Here’s what happened.
The SQLCLU01NODE01 server crashed unexpectedly. When this happened, the Windows Failover Cluster service saw that it went offline. It brought up the SQL Server services on SQLCLU01NODE02. The SQLCLU01A\SQL instance started up and connected to all the same databases on the shared storage– there’s one copy of the data, and it doesn’t move. As part of the SQL Server startup, any transactions that were in flight and had not committed at the time of the crash were rolled back.
While this automatic failover was occurring, users could not connect to the SQLCLU01A\SQL instance. However, after it came back up they were able to resume operations as normal, and had no idea that a server was still offline.
Why You Care About Clustering
If you’re a business owner, manager, or DBA, you care about clustering because it helps keep your applications online more of the time— when done properly, it makes your database highly available.
Here are some ways that clustering makes your life easier:
- Hardware failures are a nightmare on standalone servers. If a server starts having problems in a failover cluster, you can easily run your SQL Server instance from another node while you resolve the issue.
- Applying security patches on a standalone server can be very tedious and annoying to the business: the SQL Server is offline while you wait for the server to reboot. By using failover clustering, you can apply patches with only brief downtimes for your application as you move your SQL Server instance to a different node.
- Failover clusters can also give you an additional tool in your troubleshooting toolkit. Example: if you start seeing high latency when using storage and you’ve ruled out all the immediate candidates, you can fail to another node to try to rule out if it’s a problem with a per-node component like an HBA.
- Clustering is transparent to the calling application. Lots of things with SQL Server “just work” with clustering, whereas they’re a little harder with other alternatives. With clustering, all of my databases, logins, agent jobs, and everything else that’s in my SQL Server instance fail over and come up together as a single unit— I don’t have to script or configure any of that.
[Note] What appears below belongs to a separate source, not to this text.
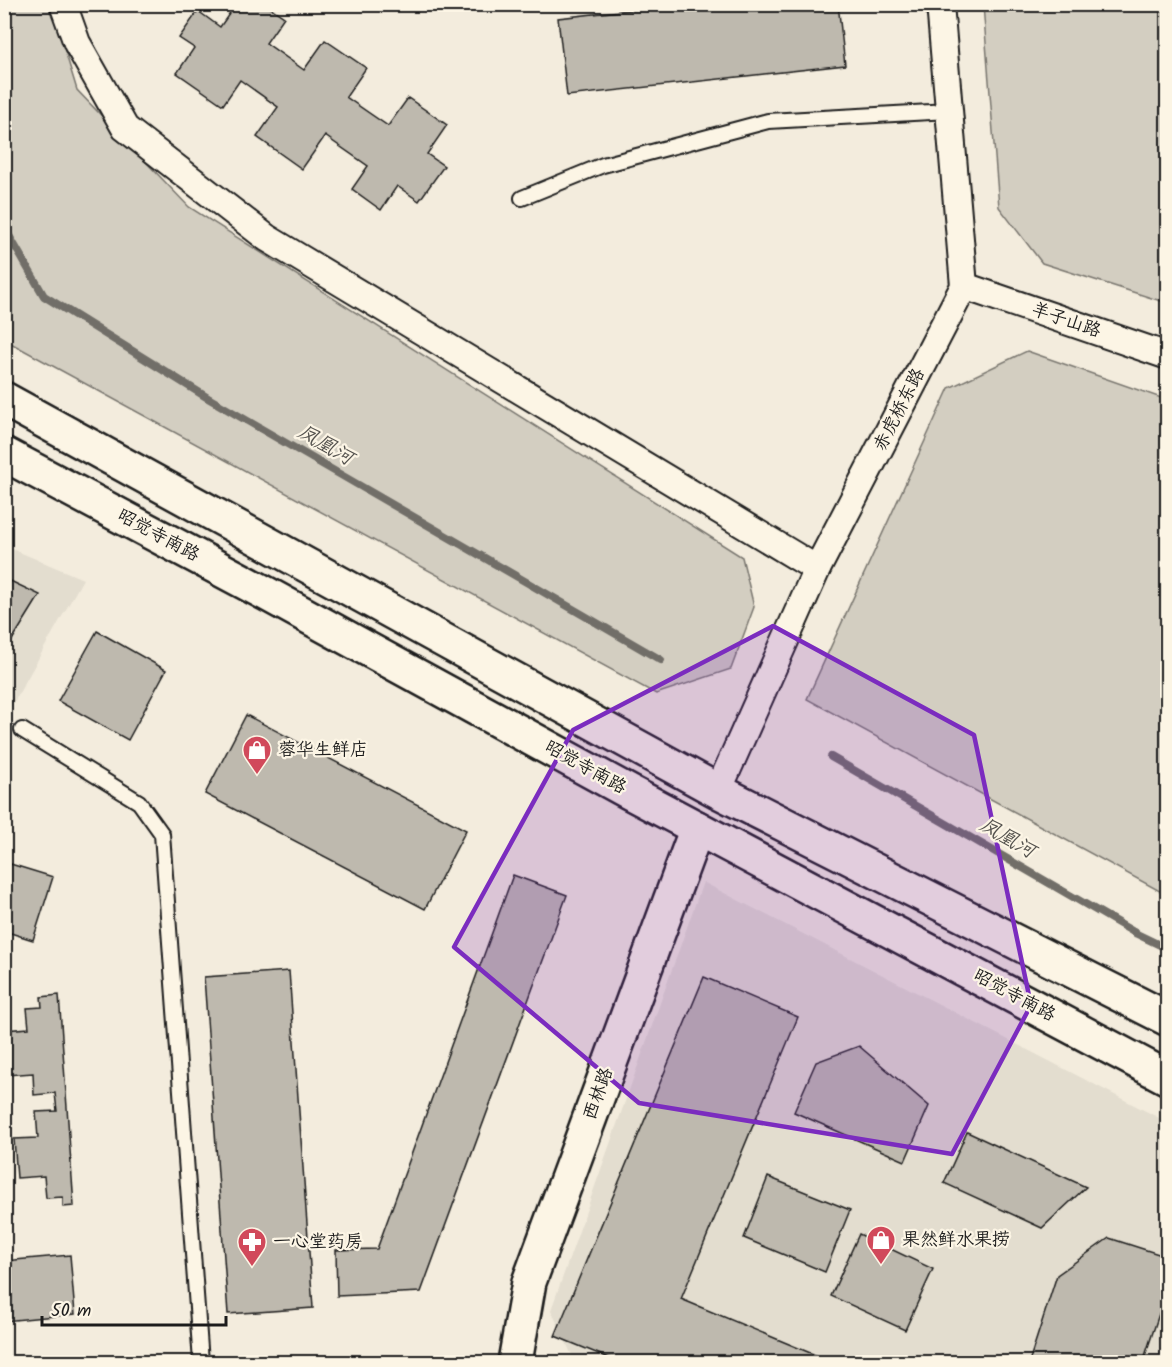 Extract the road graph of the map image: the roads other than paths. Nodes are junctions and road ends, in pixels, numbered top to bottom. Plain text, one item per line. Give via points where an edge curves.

I can also cluster my distributed transaction coordinator and fail it over with my instance as well.
Gotchas and Notes for Planning a Cluster
Know What Clustering Doesn’t Do
The first gotcha is to be aware of what a failover cluster won’t help you with.
Clustering won’t improve your performance, unless you’re moving to more powerful servers or faster storage at the same time you implement clustering. If you’ve been on local storage, don’t assume moving to a SAN means a nirvana of performance. Also, clustering doesn’t guarantee that everything involved in your SAN is redundant! If your storage goes offline, your database goes too.
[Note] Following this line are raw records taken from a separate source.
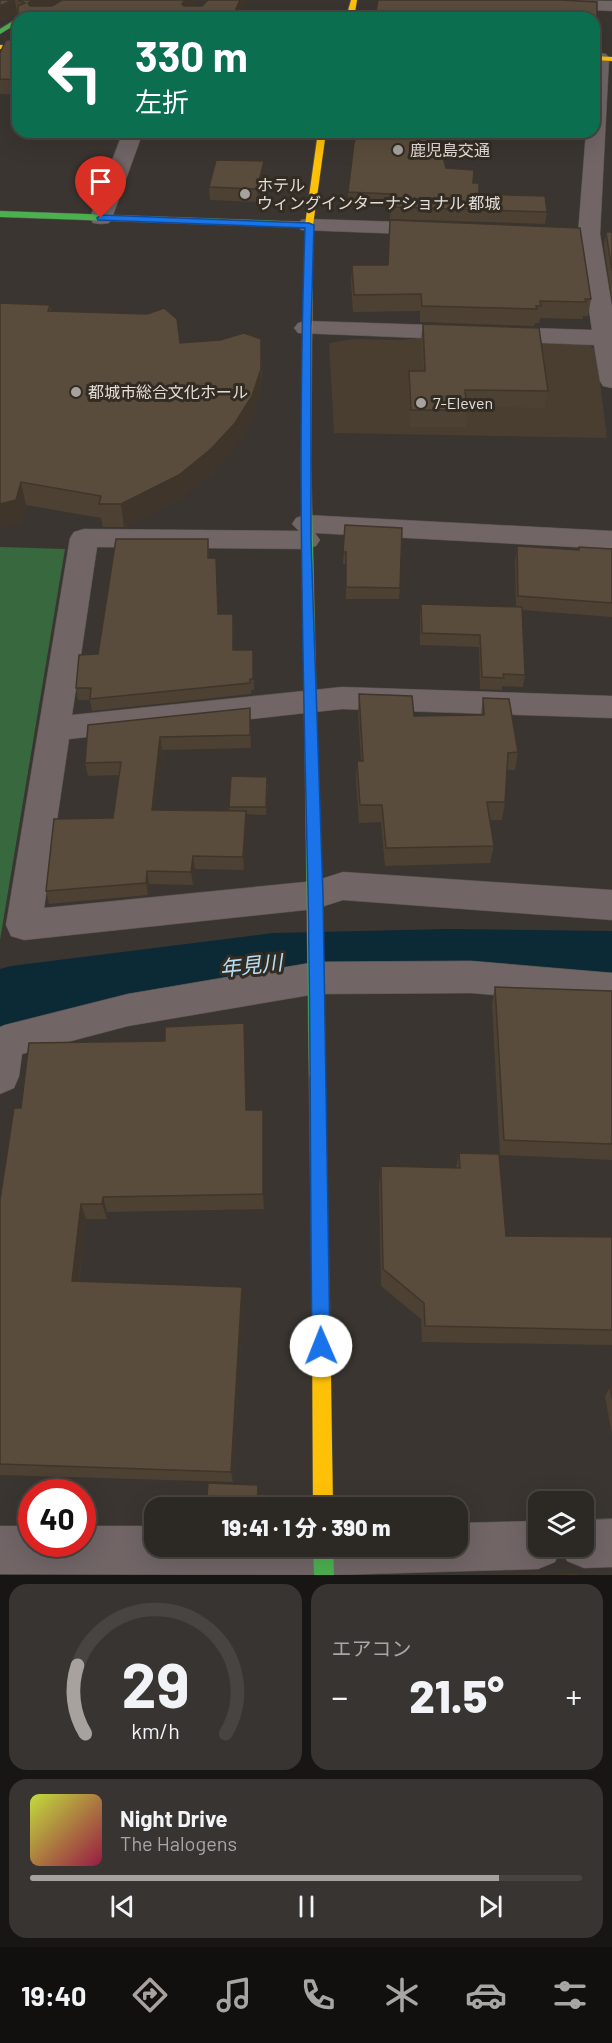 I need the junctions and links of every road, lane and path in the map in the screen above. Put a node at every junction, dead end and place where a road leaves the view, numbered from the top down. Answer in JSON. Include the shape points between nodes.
{"nodes":[{"id":1,"x":494,"y":0,"type":"edge"},
{"id":2,"x":612,"y":6,"type":"edge"},
{"id":3,"x":602,"y":58,"type":"edge"},
{"id":4,"x":604,"y":116,"type":"edge"},
{"id":5,"x":131,"y":138,"type":"edge"},
{"id":6,"x":321,"y":138,"type":"edge"},
{"id":7,"x":603,"y":171,"type":"edge"},
{"id":8,"x":0,"y":214,"type":"edge"},
{"id":9,"x":101,"y":218,"type":"junction"},
{"id":10,"x":309,"y":225,"type":"junction"},
{"id":11,"x":449,"y":230,"type":"edge"},
{"id":12,"x":566,"y":233,"type":"edge"},
{"id":13,"x":589,"y":234,"type":"junction"},
{"id":14,"x":612,"y":235,"type":"edge"},
{"id":15,"x":306,"y":328,"type":"junction"},
{"id":16,"x":609,"y":338,"type":"edge"},
{"id":17,"x":612,"y":381,"type":"edge"},
{"id":18,"x":306,"y":532,"type":"junction"},
{"id":19,"x":612,"y":540,"type":"edge"},
{"id":20,"x":311,"y":700,"type":"junction"},
{"id":21,"x":612,"y":707,"type":"edge"},
{"id":22,"x":56,"y":729,"type":"junction"},
{"id":23,"x":315,"y":895,"type":"junction"},
{"id":24,"x":612,"y":905,"type":"edge"},
{"id":25,"x":316,"y":978,"type":"junction"},
{"id":26,"x":612,"y":989,"type":"edge"},
{"id":27,"x":0,"y":1076,"type":"edge"},
{"id":28,"x":322,"y":1497,"type":"edge"},
{"id":29,"x":612,"y":1543,"type":"edge"},
{"id":30,"x":594,"y":1544,"type":"edge"},
{"id":31,"x":468,"y":1545,"type":"edge"},
{"id":32,"x":528,"y":1545,"type":"edge"},
{"id":33,"x":144,"y":1548,"type":"edge"},
{"id":34,"x":0,"y":1550,"type":"edge"}],
"edges":[{"from":1,"to":2,"type":"street"},
{"from":3,"to":4,"type":"street"},
{"from":4,"to":7,"type":"street"},
{"from":5,"to":9,"type":"street"},
{"from":6,"to":10,"type":"main road"},
{"from":7,"to":13,"type":"street"},
{"from":8,"to":9,"type":"main road"},
{"from":9,"to":10,"type":"main road"},
{"from":10,"to":11,"type":"street"},
{"from":10,"to":15,"type":"main road"},
{"from":12,"to":13,"type":"street"},
{"from":13,"to":14,"type":"street"},
{"from":13,"to":16,"type":"street"},
{"from":15,"to":16,"type":"street"},
{"from":15,"to":18,"type":"main road"},
{"from":16,"to":17,"type":"street"},
{"from":18,"to":19,"type":"street"},
{"from":18,"to":20,"type":"main road"},
{"from":18,"to":22,"type":"street","via":[[84,538]]},
{"from":20,"to":21,"type":"street"},
{"from":20,"to":22,"type":"street"},
{"from":20,"to":23,"type":"main road"},
{"from":22,"to":23,"type":"street","via":[[24,925]]},
{"from":23,"to":24,"type":"street","via":[[344,886]]},
{"from":23,"to":25,"type":"main road"},
{"from":25,"to":26,"type":"street","via":[[471,977]]},
{"from":25,"to":27,"type":"street","via":[[128,1010],[5,1042]]},
{"from":25,"to":28,"type":"main road"},
{"from":29,"to":30,"type":"street"},
{"from":31,"to":32,"type":"street"},
{"from":33,"to":34,"type":"street"}]}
Clustering doesn’t save you space or effort for backups or maintenance. You still need to do all of your maintenance as normal.
Clustering also won’t help you scale out your reads. While a SQL Server instance can run on any node in the cluster, the instance is only started on one node at a time. That storage can’t be read by anyone else on the cluster.
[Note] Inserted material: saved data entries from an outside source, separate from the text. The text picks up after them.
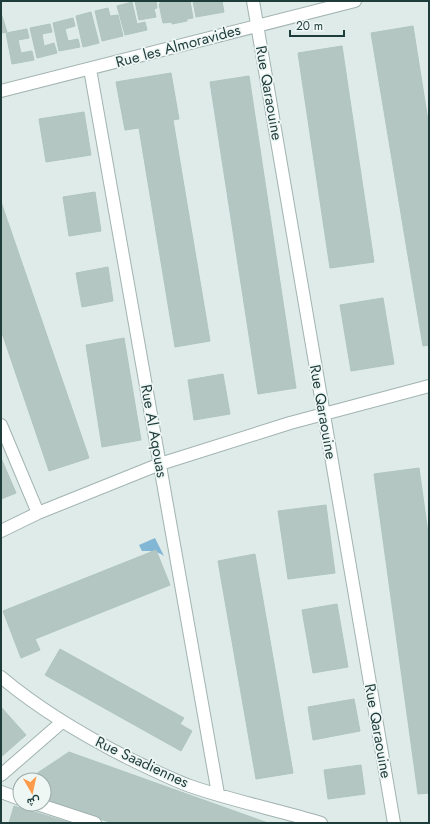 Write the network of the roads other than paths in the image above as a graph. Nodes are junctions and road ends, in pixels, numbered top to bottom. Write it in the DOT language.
graph roads {
  1 [pos="253,1"];
  2 [pos="355,1"];
  3 [pos="257,25"];
  4 [pos="90,69"];
  5 [pos="1,91"];
  6 [pos="429,386"];
  7 [pos="324,415"];
  8 [pos="1,425"];
  9 [pos="160,464"];
  10 [pos="38,513"];
  11 [pos="1,531"];
  12 [pos="1,677"];
  13 [pos="62,722"];
  14 [pos="1,775"];
  15 [pos="1,792"];
  16 [pos="218,794"];
  17 [pos="12,795"];
  18 [pos="52,809"];
  19 [pos="94,823"];
  20 [pos="321,823"];
  21 [pos="394,823"];
  1 -- 3 [label="street, Rue Qaraouine"];
  2 -- 3 [label="street, Rue les Almoravides"];
  3 -- 4 [label="street, Rue les Almoravides"];
  3 -- 7 [label="street, Rue Qaraouine"];
  4 -- 5 [label="street, Rue les Almoravides"];
  4 -- 9 [label="street, Rue Al Aqouas"];
  6 -- 7 [label="street"];
  7 -- 9 [label="street"];
  7 -- 21 [label="street, Rue Qaraouine"];
  8 -- 10 [label="street"];
  9 -- 10 [label="street"];
  9 -- 16 [label="street, Rue Al Aqouas"];
  10 -- 11 [label="street"];
  12 -- 13 [label="street, Rue Saadiennes"];
  13 -- 14 [label="street"];
  13 -- 16 [label="street, Rue Saadiennes"];
  15 -- 17 [label="street"];
  16 -- 20 [label="street, Rue Saadiennes"];
  18 -- 19 [label="street"];
}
Finally, clusters won’t give you 100% uptime. There are periods of downtime when your SQL Server instance is “failing over”, or moving between nodes.
Invest Time Determining the Right Naming Convention
You have a lot of names involved in a cluster: a name for the cluster itself, names for each of the servers in the cluster, and names for each SQL instance in the cluster. This can get confusing because you can use any of these names later on when connecting with Remote Desktop– so if you’re not careful, there may be times when you’re not entirely sure what server you’re logged onto! I have two general rules for naming:
First, make sure it’s obvious from the name what type of component it is– whether it’s a cluster, physical server, a SQL Server instance, or a Distributed Transaction Coordinator. I also recommend installing BGINFO to display the server name on the desktop for every server in the cluster.
Second, name everything so that if you later add further nodes or install another SQL Server instance onto the cluster, the names will be consistent.
Avoid Putting Too Many Nodes in One Cluster
I prefer to have only two or three nodes in a cluster. For example, if I need to cluster five SQL Server instances, I would put them in two failover clusters.
This requires a few extra names and IP Addresses overall, but I prefer this for management reasons. When you apply patches or upgrades, you must make sure that each service on your cluster runs on each node successfully after you’ve applied the change. Having a smaller cluster means you don’t need to fail your instance over as many times after a change.
Don’t Assume Your Applications Will Reconnect Properly After Failover
Even though your SQL Server instance will come up with the same network name and IPAddress (if not using DHCP), many applications aren’t written to continue gracefully if the database server goes offline briefly.
Include application testing with your migration to a failover cluster. Even though the application doesn’t know it’s talking to a cluster (it’s a connection string like any other), it may not reconnect after a failover. I worked with one application where everything worked fine after a failover, except web servers stopped writing their log data to a database because they weren’t designed to retry after a connection failure. The data was written asynchronously and didn’t cause any failures that impacted users, but the issue wasn’t noticed immediately and caused the loss of some trending data.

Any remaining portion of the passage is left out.